Les analystes de Belgrade contre la discussion sur les territoires, disent que les Serbes souffriraient le plus

Dusan Janjic continue d'insister sur le fait que le dialogue entre la Serbie et le Kosovo ressemble à des patients dans le coma, ce que tout le monde pense qu'il vaut la peine de revenir à la vie. Le président du forum pour les rapports ethniques considère que c'est une grosse erreur lorsque les présidents Thaci et Vuciq ont été autorisés à [...]
Le président du forum pour les rapports ethniques considère que c'est une grosse erreur lorsque les présidents Thaci et Vuciq ont été autorisés à parler d'échange de territoires.
Les deux classes politiques du Kosovo et de la Serbie partagent le contexte, les années 90, et la rupture de la Yougoslavie, respectivement. Jusqu'à ce que ce processus soit terminé, ces gens croiront que seule leur vision est la bonne jusqu'à ce que leur vision soit la division ethnique et le nationalisme”, a déclaré Janjiq.
Ajoutant que, dans la situation actuelle avec la taxe de 100 % sur les produits serbes, il est peu probable que le dialogue se poursuive, Janzic affirme que les dirigeants serbes et albanais ne sont pas prêts à de véritables compromis.
En revanche, en échange de territoires, le chef du Comité d'Helsinki, Sonja Biserko, n'est pas non plus d'accord. Elle dit que la plus grande partie de cette situation touchera les Serbes du Kosovo eux-mêmes, en particulier ceux du sud d'Ibri, et c'est l'une des solutions les plus favorables pour eux.
La dernière “a fait une recherche, ce que les Serbes du Kosovo pensent de l'échange de territoires, et la plupart sont contre.
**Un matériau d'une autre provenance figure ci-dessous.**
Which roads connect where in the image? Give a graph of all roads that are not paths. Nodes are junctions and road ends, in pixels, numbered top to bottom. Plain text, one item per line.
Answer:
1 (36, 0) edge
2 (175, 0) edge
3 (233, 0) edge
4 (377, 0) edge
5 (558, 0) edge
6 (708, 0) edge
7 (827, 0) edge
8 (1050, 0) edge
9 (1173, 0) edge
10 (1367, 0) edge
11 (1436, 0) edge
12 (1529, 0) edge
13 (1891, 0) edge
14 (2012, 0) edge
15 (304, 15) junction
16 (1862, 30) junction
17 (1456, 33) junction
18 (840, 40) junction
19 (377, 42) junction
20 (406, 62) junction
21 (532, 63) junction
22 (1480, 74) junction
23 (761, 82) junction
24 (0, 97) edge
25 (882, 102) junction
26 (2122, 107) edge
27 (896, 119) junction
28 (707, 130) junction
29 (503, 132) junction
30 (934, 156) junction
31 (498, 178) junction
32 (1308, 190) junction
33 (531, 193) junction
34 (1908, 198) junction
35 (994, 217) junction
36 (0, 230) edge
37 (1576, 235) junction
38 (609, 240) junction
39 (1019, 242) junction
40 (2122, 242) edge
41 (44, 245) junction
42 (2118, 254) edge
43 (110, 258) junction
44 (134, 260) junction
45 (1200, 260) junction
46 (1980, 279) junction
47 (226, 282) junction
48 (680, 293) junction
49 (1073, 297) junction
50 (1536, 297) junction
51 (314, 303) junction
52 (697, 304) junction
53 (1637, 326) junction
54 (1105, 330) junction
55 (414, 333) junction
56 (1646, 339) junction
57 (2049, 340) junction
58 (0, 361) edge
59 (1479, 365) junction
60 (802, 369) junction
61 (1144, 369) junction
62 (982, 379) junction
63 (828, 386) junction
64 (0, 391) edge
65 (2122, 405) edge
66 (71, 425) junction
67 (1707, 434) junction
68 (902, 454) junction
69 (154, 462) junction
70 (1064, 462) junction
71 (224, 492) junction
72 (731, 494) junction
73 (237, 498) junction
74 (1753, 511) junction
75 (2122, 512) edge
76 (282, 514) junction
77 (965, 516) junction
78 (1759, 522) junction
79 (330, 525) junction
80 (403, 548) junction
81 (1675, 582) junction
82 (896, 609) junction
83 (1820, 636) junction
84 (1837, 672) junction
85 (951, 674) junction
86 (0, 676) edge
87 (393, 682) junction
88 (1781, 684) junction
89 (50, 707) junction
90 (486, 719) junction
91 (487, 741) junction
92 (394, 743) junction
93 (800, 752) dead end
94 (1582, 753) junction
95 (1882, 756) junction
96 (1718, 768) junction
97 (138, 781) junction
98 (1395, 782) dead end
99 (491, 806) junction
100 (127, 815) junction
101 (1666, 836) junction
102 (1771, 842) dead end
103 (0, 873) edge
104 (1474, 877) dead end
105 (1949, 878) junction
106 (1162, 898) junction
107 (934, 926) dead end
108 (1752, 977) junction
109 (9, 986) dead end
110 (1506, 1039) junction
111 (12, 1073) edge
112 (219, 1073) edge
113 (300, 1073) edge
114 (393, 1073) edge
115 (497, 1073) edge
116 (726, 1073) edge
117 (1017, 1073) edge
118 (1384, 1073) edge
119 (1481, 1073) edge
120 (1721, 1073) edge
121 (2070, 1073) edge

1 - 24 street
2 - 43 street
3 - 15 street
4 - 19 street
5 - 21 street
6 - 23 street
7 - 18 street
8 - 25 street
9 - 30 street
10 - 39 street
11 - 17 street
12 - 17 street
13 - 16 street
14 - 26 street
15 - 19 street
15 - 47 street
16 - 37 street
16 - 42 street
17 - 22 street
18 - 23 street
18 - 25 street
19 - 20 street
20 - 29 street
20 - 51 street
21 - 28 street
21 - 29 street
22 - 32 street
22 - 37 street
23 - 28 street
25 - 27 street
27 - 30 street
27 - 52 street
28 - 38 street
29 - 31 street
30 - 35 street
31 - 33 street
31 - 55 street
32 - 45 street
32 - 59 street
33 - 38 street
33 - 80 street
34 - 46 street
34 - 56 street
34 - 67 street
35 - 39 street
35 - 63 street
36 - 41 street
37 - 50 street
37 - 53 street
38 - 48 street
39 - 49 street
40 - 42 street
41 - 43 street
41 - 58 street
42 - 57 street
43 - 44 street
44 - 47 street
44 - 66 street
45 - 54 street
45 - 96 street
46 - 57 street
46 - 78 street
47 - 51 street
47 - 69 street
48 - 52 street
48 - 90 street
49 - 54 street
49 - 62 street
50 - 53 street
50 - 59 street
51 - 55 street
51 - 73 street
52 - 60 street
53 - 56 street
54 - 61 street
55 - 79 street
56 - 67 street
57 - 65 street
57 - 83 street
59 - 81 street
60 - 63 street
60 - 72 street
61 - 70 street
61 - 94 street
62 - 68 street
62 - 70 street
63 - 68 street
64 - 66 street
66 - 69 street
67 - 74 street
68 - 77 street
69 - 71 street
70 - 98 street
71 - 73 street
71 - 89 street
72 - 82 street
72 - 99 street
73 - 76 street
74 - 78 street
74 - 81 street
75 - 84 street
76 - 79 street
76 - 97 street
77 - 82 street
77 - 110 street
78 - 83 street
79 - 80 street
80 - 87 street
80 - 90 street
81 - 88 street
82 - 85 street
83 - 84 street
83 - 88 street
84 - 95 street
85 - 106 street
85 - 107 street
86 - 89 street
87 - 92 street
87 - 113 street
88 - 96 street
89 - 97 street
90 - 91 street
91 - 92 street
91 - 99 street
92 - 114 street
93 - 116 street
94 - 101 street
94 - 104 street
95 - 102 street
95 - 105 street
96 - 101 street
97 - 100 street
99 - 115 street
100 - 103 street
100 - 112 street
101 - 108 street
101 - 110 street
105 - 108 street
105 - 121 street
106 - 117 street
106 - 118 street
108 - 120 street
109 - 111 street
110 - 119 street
Il y avait même environ 70 % de Serbes dans le nord. Ils savent que la partition exacerbe la situation des Serbes, en particulier dans le sud. Et ceux du nord sont encore plus marginalisés en n'étant plus des actes politiques ou sociaux”, a déclaré Biserko.
Biserko a ajouté qu'après l'année 99, les Serbes ont perdu beaucoup de temps pour articuler la politique des nouveaux dirigeants et se sont progressivement retrouvés sous le contrôle de la Liste serbe.
Avec la création de la Liste serbe, l'influence de Belgrade a été renforcée au Kosovo. Le parti réside actuellement dans les institutions du Kosovo, mais ne représente pas du tout les intérêts des Serbes, mais Belgrade. La liste des Serbes reste le groupe inquiétant en ce qui concerne les Serbes au Kosovo lorsque la plupart d'entre eux sont hautement criminalisés dans le nord du Kosovo”, a-t-elle déclaré.
Le militant des droits de l'homme a déclaré que l'idée d'échanger des territoires n'est pas si nouvelle parce qu'elle a été travaillée pendant des années à Bruxelles. Cependant, il reste optimiste qu'il n'y ait pas une telle chose, principalement à cause de l'insistance de l'Allemagne.